Other people can develop anxiety, depression, or psychosis in reaction to a drug. Sex problems, sleep problems, and other emotional difficulties can sometimes develop after using drugs. These are known as substance-induced disorders. An addiction medicine specialist is the best person to diagnose your condition and advise you on treatment, but if you don't have access to a specialist, talk it over with another healthcare provider.

Energy Recovery

Everyone's experience of recovery is different. However, the good news is that most people who discontinue using drugs and alcohol regain energy, sometimes in as little as a few weeks. Of course, how quickly you recover will depend on many factors, such as your general state of health, how much and for how long you were using substances, your lifestyle during this time, and emotional factors, such as whether you were or are living in a supportive community or family, and whether you feel safe with the people around you.

If you are not living with or near people who support you, it will be more difficult to regain your energy after substance use.
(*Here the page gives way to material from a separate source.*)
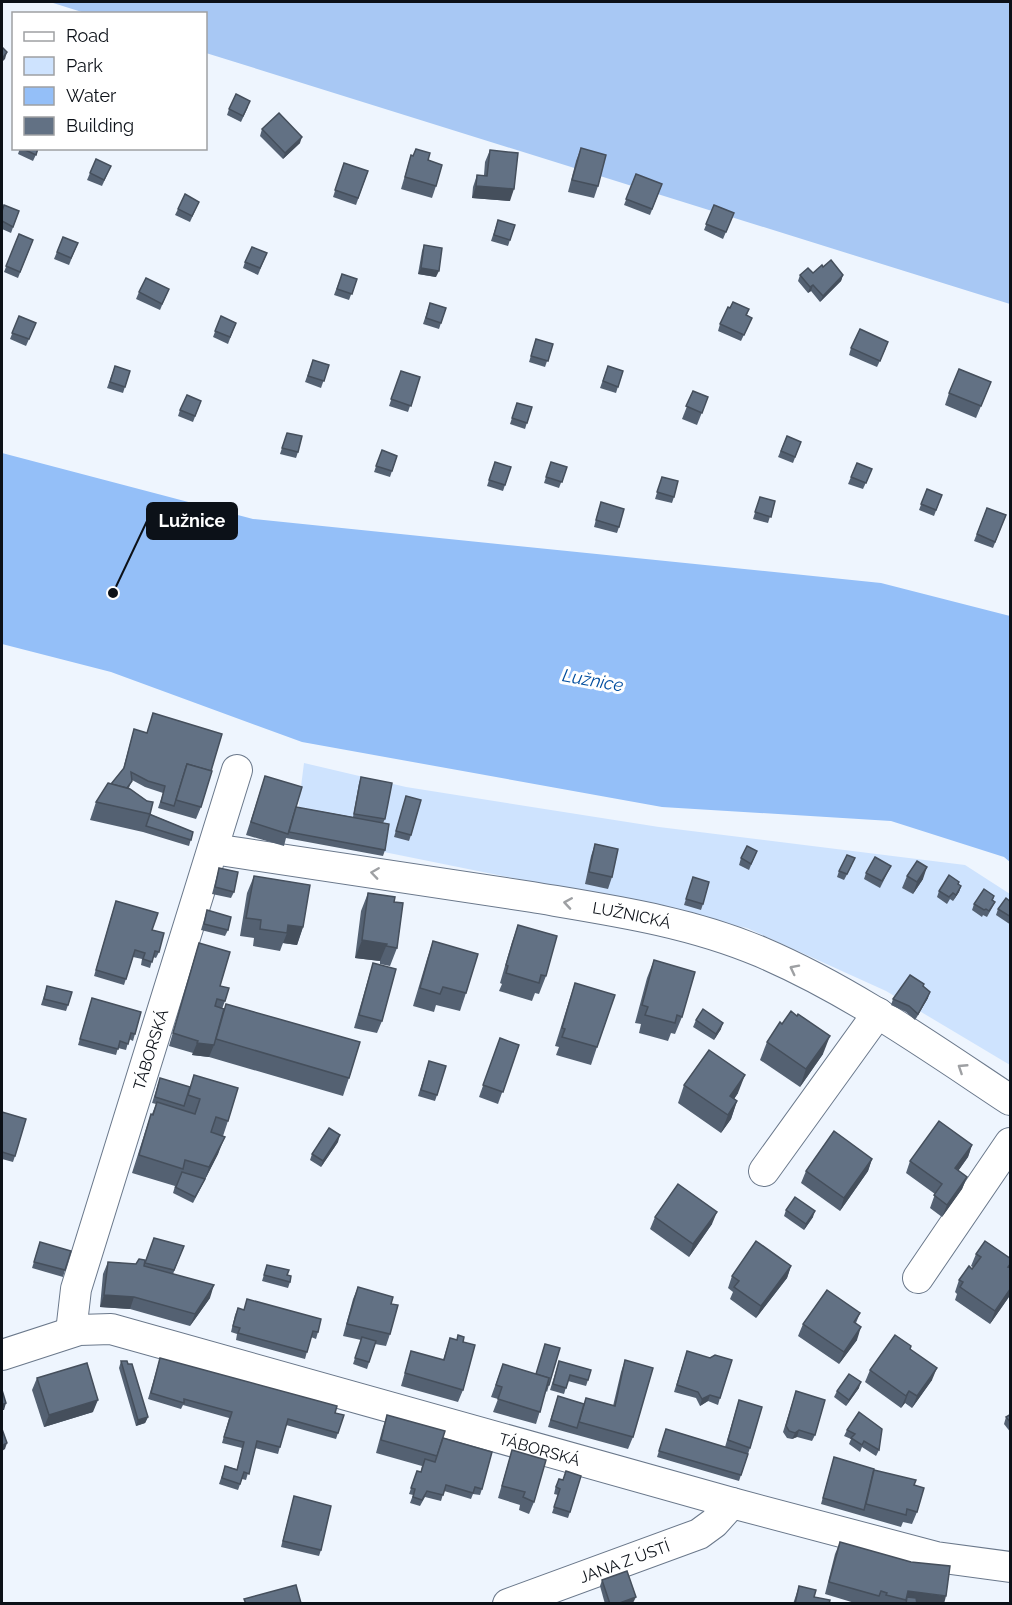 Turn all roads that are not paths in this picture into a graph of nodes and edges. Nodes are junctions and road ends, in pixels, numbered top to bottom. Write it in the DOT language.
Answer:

If you are in an abusive relationship, it is unlikely you will feel alright until you get away from the abuser. No matter how much sleep you get, living with someone who hurts you emotionally or physically is exhausting.

If this is the case for you, reach out for help. There are many resources available to help you and your children to make a fresh start. In the long term, nothing will be better for your energy than a drug-free, anxiety-free lifestyle. Your doctor or local police can help you if you are living with or feel controlled by someone you are in a relationship with.